In a few days, I’ll be turning 40.
And I’m pretty happy about it!
Do I feel over the hill? Are aches and pains starting to creep in?…well, they’re really nothing new. I’ve had arthritis since the age of 28 and lupus since 34. (If you don’t know what lupus is, it’s okay, I didn’t either until I was diagnosed with it…I can tell you more about it later.) Am I dreading the thought of reading glasses?…not really. My eyesight has been an increasingly complex issue since kindergarten, with four surgeries already and more on the horizon. I’m just thankful that I still have vision!
Maybe I’ve actually been over the hill for a while…
I don’t think I’d turn the clock back, though, even if I could…because 40 comes with so much freedom!
I don’t have to worry about what other people think of me. I am who God made me to be, and pleasing Him is my aim.
I don’t have to compare myself to others, and I don’t have to feel like I don’t measure up. I have a unique set of strengths and weaknesses, and so does everybody else.
I don’t have to say yes to every opportunity that comes my way. This was a big one for me. Lupus has taught me that it’s not only okay, but healthy, to say no…without guilt.

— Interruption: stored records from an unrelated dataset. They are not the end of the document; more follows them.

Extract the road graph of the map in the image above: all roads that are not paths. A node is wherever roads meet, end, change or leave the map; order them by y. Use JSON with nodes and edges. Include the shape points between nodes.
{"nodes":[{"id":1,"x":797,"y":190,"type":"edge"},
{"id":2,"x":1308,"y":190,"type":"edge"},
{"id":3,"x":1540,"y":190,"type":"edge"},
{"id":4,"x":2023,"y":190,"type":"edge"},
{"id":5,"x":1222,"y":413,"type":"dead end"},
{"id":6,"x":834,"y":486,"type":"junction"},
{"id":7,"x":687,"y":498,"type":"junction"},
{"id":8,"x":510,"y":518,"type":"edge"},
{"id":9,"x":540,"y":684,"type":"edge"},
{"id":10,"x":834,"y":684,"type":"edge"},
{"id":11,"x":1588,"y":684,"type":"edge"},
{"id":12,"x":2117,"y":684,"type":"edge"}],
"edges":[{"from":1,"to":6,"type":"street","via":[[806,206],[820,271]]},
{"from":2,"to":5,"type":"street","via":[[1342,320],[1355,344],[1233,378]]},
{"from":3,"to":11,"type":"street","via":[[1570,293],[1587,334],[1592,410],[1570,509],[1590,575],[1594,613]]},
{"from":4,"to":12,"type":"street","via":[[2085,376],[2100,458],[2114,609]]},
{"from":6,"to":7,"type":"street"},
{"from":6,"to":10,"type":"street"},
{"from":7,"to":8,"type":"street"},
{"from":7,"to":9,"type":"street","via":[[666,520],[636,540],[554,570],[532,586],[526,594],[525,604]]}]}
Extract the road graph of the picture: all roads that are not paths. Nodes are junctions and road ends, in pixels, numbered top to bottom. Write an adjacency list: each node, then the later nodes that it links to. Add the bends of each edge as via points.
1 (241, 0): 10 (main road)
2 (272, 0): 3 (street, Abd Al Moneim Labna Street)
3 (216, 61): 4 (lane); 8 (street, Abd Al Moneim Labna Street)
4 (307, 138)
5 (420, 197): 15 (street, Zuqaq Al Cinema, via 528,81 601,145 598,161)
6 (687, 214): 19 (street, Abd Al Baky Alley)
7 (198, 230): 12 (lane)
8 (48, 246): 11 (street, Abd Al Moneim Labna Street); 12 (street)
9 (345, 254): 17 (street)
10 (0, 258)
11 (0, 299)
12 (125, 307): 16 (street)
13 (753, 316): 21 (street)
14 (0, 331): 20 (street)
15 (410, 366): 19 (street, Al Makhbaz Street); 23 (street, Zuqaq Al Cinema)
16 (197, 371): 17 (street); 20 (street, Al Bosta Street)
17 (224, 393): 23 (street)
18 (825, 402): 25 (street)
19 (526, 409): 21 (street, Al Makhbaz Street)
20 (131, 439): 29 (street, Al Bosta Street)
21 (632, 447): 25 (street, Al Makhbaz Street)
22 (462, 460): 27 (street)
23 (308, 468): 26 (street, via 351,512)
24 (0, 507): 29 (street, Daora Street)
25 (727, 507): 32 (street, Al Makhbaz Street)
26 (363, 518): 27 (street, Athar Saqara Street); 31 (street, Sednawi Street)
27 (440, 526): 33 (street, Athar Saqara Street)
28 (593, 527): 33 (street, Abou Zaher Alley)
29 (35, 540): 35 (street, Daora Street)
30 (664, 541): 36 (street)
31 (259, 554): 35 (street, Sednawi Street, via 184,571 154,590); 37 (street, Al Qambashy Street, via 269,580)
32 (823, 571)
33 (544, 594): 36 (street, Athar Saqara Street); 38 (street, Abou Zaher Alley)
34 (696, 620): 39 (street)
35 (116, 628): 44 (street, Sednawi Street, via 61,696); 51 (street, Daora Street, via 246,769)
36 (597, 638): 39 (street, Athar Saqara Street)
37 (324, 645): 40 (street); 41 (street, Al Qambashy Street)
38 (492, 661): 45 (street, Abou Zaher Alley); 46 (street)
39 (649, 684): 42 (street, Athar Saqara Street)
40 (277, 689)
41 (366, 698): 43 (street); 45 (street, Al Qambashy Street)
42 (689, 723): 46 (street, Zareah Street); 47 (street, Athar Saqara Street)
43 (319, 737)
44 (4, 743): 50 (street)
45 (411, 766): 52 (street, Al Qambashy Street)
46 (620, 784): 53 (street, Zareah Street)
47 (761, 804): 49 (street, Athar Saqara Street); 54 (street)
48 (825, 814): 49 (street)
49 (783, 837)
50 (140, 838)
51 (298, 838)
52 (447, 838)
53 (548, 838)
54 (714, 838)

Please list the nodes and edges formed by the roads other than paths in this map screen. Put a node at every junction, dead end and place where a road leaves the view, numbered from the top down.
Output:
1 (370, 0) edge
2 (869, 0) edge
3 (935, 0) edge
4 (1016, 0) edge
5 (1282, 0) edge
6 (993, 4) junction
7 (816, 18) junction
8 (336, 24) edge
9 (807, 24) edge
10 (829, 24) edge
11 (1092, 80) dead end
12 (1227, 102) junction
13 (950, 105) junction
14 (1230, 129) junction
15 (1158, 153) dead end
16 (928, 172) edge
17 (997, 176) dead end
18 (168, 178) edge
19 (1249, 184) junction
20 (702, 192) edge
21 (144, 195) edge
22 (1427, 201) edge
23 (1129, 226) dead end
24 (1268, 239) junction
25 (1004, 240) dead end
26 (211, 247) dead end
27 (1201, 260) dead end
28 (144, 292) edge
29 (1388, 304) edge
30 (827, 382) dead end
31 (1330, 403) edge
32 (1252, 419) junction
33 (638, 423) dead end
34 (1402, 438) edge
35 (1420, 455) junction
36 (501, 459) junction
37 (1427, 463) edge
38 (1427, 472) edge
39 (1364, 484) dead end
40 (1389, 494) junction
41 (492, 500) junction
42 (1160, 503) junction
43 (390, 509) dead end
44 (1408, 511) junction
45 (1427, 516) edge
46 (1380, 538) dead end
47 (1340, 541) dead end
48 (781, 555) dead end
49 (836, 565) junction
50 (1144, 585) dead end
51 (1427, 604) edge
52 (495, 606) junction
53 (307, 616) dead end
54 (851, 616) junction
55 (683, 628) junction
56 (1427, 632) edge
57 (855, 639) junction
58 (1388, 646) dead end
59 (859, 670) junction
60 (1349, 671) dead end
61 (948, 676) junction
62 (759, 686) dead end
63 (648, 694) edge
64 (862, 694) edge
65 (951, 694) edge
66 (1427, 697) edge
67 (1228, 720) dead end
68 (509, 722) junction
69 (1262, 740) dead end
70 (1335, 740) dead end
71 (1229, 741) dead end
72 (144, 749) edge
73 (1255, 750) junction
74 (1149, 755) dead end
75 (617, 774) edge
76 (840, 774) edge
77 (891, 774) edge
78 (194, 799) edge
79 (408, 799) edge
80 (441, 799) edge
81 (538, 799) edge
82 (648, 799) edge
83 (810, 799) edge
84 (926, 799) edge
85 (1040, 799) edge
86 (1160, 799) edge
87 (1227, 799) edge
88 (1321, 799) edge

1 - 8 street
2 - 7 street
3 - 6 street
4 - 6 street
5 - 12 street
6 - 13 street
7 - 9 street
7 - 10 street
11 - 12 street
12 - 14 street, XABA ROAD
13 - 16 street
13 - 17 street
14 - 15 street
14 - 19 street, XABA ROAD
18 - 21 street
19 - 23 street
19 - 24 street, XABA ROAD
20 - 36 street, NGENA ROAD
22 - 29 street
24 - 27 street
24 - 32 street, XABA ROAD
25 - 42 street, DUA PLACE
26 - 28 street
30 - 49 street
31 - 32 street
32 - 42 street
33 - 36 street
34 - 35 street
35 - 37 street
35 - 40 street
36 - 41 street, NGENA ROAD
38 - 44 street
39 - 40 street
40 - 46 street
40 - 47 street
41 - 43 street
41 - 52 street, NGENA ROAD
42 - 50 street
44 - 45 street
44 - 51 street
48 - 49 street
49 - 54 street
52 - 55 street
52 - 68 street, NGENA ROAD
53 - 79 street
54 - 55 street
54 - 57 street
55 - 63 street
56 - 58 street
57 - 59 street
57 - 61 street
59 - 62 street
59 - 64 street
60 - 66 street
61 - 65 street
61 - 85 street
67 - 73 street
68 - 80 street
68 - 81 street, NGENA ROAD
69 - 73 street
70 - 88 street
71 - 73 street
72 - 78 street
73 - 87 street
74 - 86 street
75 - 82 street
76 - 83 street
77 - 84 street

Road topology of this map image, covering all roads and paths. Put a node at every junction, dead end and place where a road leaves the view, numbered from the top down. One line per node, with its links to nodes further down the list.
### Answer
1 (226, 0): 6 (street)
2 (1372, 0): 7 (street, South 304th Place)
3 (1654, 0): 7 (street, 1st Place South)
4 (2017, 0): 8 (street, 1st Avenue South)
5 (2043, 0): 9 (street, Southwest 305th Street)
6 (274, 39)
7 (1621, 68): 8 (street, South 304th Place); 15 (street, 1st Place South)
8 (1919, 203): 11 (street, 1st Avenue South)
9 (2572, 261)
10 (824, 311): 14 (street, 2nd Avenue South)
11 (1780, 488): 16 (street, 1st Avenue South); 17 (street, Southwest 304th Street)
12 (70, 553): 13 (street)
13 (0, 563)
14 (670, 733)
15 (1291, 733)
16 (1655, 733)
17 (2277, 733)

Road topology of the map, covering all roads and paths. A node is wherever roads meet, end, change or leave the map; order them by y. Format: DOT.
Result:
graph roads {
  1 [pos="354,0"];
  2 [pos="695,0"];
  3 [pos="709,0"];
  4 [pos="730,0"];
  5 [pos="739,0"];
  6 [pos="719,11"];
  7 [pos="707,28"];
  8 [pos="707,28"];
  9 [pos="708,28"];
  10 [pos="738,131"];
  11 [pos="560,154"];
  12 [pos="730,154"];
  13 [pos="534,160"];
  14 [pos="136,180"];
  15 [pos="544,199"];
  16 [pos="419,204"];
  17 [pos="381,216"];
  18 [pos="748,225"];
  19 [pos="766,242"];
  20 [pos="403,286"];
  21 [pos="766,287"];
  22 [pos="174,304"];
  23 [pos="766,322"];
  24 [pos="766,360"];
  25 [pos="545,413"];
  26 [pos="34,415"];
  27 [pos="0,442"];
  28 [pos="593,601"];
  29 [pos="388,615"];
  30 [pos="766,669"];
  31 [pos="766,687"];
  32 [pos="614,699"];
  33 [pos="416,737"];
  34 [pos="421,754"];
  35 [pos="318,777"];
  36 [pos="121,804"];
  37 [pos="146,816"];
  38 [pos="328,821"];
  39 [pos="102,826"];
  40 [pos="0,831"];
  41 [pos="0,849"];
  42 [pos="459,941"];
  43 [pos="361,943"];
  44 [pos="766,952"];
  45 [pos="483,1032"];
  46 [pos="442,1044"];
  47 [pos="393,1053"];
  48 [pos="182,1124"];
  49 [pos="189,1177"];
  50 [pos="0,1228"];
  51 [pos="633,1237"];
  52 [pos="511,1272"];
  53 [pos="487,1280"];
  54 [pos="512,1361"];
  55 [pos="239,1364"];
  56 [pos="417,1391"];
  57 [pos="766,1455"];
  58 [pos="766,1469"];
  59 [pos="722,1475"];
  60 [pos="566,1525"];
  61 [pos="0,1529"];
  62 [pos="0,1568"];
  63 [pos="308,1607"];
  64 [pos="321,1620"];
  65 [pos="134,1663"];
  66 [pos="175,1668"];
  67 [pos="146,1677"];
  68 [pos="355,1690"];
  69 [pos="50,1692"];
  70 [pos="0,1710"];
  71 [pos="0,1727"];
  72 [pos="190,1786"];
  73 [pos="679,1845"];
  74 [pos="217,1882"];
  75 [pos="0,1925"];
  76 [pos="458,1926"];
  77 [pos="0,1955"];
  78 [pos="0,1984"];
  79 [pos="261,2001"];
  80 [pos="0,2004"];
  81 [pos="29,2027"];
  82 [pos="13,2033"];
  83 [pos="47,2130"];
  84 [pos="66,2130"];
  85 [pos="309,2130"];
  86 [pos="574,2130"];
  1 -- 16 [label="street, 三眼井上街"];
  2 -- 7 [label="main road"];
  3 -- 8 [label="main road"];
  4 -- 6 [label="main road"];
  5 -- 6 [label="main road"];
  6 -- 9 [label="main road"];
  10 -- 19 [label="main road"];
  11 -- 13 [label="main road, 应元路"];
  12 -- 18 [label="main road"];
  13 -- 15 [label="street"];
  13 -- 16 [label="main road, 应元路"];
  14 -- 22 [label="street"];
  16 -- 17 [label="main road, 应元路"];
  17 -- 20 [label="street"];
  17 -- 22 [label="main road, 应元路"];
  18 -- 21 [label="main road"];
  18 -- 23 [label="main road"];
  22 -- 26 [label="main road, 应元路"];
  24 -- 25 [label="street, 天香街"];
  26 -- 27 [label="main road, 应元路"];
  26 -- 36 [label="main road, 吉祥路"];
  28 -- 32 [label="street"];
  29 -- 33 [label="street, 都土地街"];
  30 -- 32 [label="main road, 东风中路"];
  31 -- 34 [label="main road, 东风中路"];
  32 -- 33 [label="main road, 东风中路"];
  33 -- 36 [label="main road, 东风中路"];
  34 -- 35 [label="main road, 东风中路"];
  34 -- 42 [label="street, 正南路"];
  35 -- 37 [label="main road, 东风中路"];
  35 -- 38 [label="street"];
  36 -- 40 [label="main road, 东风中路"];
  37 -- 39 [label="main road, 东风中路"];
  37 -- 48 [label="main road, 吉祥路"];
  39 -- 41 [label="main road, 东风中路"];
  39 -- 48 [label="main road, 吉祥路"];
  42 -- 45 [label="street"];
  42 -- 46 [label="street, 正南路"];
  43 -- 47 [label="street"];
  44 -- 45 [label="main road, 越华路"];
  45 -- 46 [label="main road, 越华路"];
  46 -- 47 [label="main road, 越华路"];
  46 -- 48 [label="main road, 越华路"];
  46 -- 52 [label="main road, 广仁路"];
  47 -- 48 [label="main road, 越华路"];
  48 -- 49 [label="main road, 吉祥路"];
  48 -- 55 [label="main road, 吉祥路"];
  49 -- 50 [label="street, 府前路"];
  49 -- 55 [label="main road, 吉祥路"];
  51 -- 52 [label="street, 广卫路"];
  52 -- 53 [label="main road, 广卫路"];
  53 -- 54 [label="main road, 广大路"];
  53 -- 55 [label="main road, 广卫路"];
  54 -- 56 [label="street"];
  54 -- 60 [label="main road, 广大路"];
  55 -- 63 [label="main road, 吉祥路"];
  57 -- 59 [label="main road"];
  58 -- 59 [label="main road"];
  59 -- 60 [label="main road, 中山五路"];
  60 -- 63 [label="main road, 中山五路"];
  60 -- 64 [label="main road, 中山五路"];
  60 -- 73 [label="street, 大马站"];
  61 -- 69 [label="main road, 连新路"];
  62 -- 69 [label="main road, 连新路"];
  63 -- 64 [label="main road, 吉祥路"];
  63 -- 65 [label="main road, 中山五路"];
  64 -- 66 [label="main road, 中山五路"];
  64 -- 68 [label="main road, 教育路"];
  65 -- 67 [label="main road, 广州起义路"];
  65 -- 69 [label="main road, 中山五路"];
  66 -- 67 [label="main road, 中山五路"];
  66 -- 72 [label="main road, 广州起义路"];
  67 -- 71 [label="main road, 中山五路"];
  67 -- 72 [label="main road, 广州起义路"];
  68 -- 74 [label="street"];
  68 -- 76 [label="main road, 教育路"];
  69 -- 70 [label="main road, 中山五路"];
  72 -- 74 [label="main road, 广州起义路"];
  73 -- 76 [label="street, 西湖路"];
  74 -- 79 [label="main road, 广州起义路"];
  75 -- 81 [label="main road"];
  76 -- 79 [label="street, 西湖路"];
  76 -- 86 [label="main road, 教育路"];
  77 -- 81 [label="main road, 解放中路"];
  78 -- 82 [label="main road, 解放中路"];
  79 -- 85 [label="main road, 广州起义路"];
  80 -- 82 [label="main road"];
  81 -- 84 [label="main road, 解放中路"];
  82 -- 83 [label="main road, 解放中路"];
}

I don’t have to despair when my expectations aren’t met. They probably had no basis in reality anyway. Good times, bad times…they all come to pass.
I probably “knew” these things when I was younger, but it was so hard to actually live by them then.
Yes, I’m glad to be turning 40. In some ways, it suits me better than 16 did.
“For everything there is a season, and a time for every matter under heaven…He has made everything beautiful in its time…” Ecclesiastes 3:1, 11a (ESV).
“So we do not lose heart. Though our outer self is wasting away, our inner self is being renewed day by day.” 2 Corinthians 4:16 (ESV)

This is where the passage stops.